We had a breakthrough discussion on exactly this topic, at the ODIP Workshop in Paris a few weeks ago. Adam Leadbetter showed an example of publishing the NVS vocabulary terms as both SKOS concepts and OWL individuals, using an overlay approach that would preserve the existing URIs. (I may not have the exact details correct. But you get the idea.)

I'd love to use the NVS URIs natively, instead of republishing at geolink.org. Big win, both practical and political.

On Thu, Oct 15, 2015 at 05:44:28PM -0700, Simon Cox wrote:

If we really want to move up from isolated projects to the semantic web, we have to trust some systems out on the web that we don't actually control, and have a plan for how to work around issues that come up, rather than retreat into a walled garden.


Reply to this email directly or view it on GitHub: https://github.com/ec-geolink/design/issues/74#issuecomment-148562175

dr-shorthair commented 8 years ago

publishing... as both SKOS concepts and OWL individuals

For http://environment.data.gov.au/def/property/ we asserted qudt:QuantityKind rdfs:subClassOf skos:Concept .

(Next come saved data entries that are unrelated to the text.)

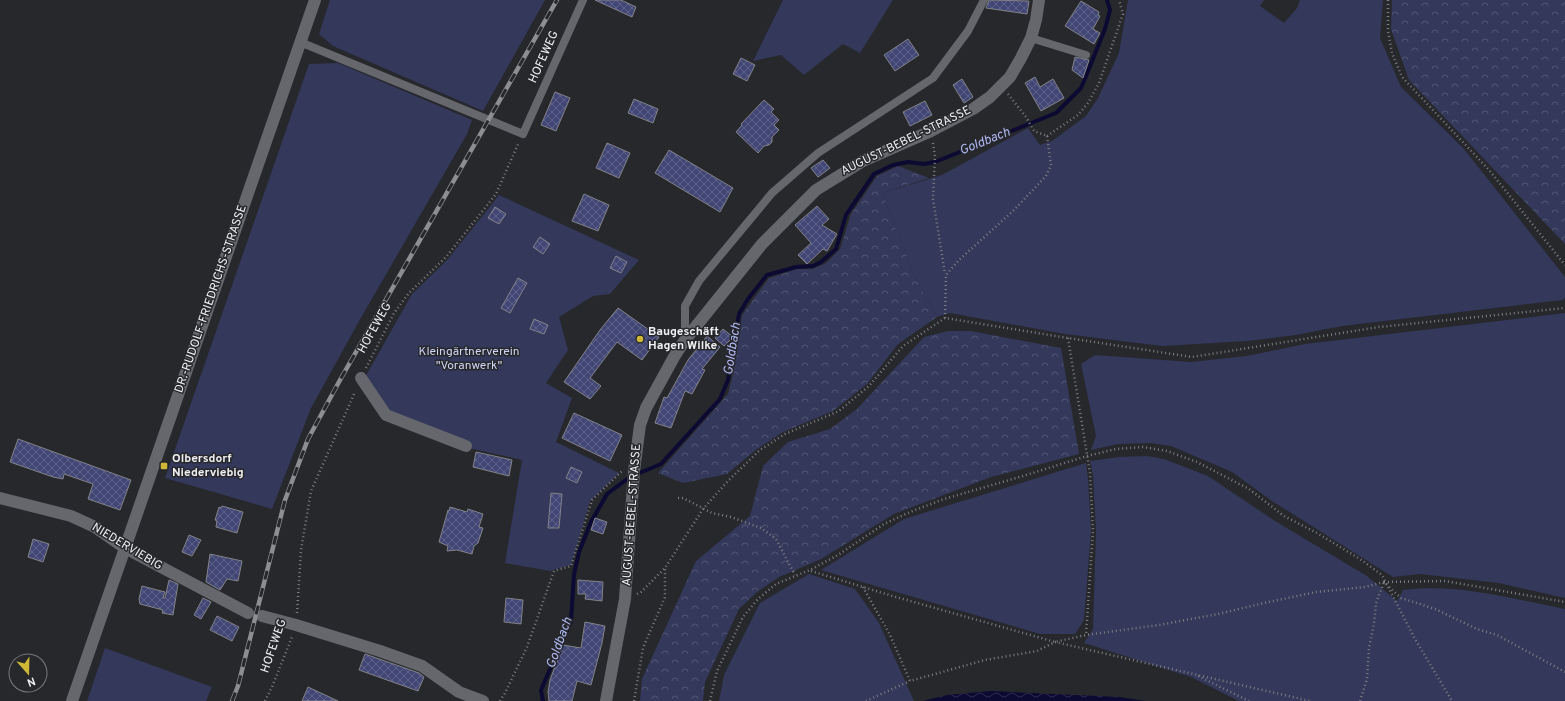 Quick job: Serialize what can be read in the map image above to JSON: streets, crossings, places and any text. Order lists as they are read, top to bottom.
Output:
{
  "streets": {
    "street": ["AUGUST-BEBEL-STRASSE", "DR.-RUDOLF-FRIEDRICHS-STRASSE", "NIEDERVIEBIG"],
    "lane": ["HOFEWEG"]
  },
  "crossings": [
    ["DR.-RUDOLF-FRIEDRICHS-STRASSE", "NIEDERVIEBIG"]
  ],
  "water": ["Goldbach"],
  "parks": ["Kleingärtnerverein \"Voranwerk\""],
  "places": {
    "other": ["Baugeschäft Hagen Wilke"],
    "transit": ["Olbersdorf Niederviebig"]
  },
  "north": "bottom"
}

and then things like http://environment.data.gov.au/def/property/arsenic_concentration are simultaneously a skos:Concept as well as an individual from the class qudt:QuantityKind, which has much richer semantics. Is that what you mean?

krisnadhi commented 8 years ago

@robertarko do you still have Adam Leadbetter's example that you mentioned?

bob-arko commented 8 years ago

See below, example of the NVS P02 term PSAL (Salinity of the water column).

Would allow incorporation of OWL without requiring new URIs. Said he ran it through HermiT and FaCT++.

@prefix skos: http://www.w3.org/2004/02/skos/core#. @prefix owl: http://www.w3.org/2002/07/owl#.

http://vocab.nerc.ac.uk/collection/P02/current/ a skos:Collection; skos:member http://vocab.nerc.ac.uk/collection/P02/current/PSAL/.

http://vocab.nerc.ac.uk/collection/P02/current/PSAL/ a skos:Concept; skos:prefLabel "Salinity"@en; skos:narrower http://vocab.nerc.ac.uk/collection/P01/current/PSALCU01/; a owl:Class.

http://vocab.nerc.ac.uk/collection/P01/current/ a skos:Collection; skos:member http://vocab.nerc.ac.uk/collection/P01/current/PSALCU01/.

http://vocab.nerc.ac.uk/collection/P01/current/PSALCU01/ a skos:Concept; skos:prefLabel "Practical salinity in the water column"@en; a http://vocab.nerc.ac.uk/collection/P02/current/PSAL/; skos:broader http://vocab.nerc.ac.uk/collection/P02/current/PSAL/.

On Wed, Nov 18, 2015 at 10:45:21AM -0800, krisnadhi wrote:

@robertarko do you still have Adam Leadbetter's example that you mentioned?